— Input records —

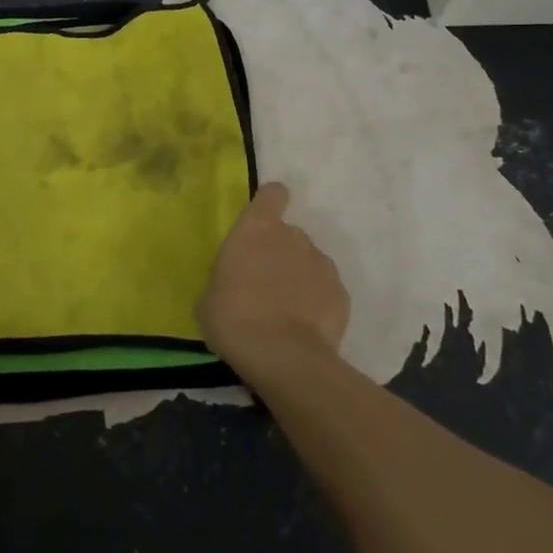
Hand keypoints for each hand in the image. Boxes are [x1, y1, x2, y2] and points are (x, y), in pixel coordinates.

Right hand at [197, 182, 349, 385]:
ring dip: (300, 277)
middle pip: (289, 234)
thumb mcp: (210, 296)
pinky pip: (326, 290)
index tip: (263, 221)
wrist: (283, 358)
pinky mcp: (342, 294)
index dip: (269, 203)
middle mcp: (293, 236)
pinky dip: (318, 303)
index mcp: (257, 228)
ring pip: (309, 262)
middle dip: (280, 253)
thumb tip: (234, 283)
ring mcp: (322, 264)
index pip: (272, 194)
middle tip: (265, 285)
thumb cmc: (234, 318)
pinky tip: (305, 328)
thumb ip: (226, 277)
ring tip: (287, 311)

— Exercise instructions —
Set down exactly, and only, the lines from the one containing "middle pip: (289, 234)" through the final line of the entries above.

— Written answer —
middle pip: (289, 234)
thumb mcp: (210, 296)
pinky pip: (326, 290)
index tip: (263, 221)
wrist: (283, 358)
pinky mcp: (342, 294)
index dip: (269, 203)
middle mcp: (293, 236)
pinky dip: (318, 303)
index mcp: (257, 228)
ring pip: (309, 262)
middle dip: (280, 253)
thumb tip: (234, 283)
ring mcp: (322, 264)
index pip: (272, 194)
middle tip: (265, 285)
thumb cmc: (234, 318)
pinky tip: (305, 328)
thumb ip: (226, 277)
ring tip: (287, 311)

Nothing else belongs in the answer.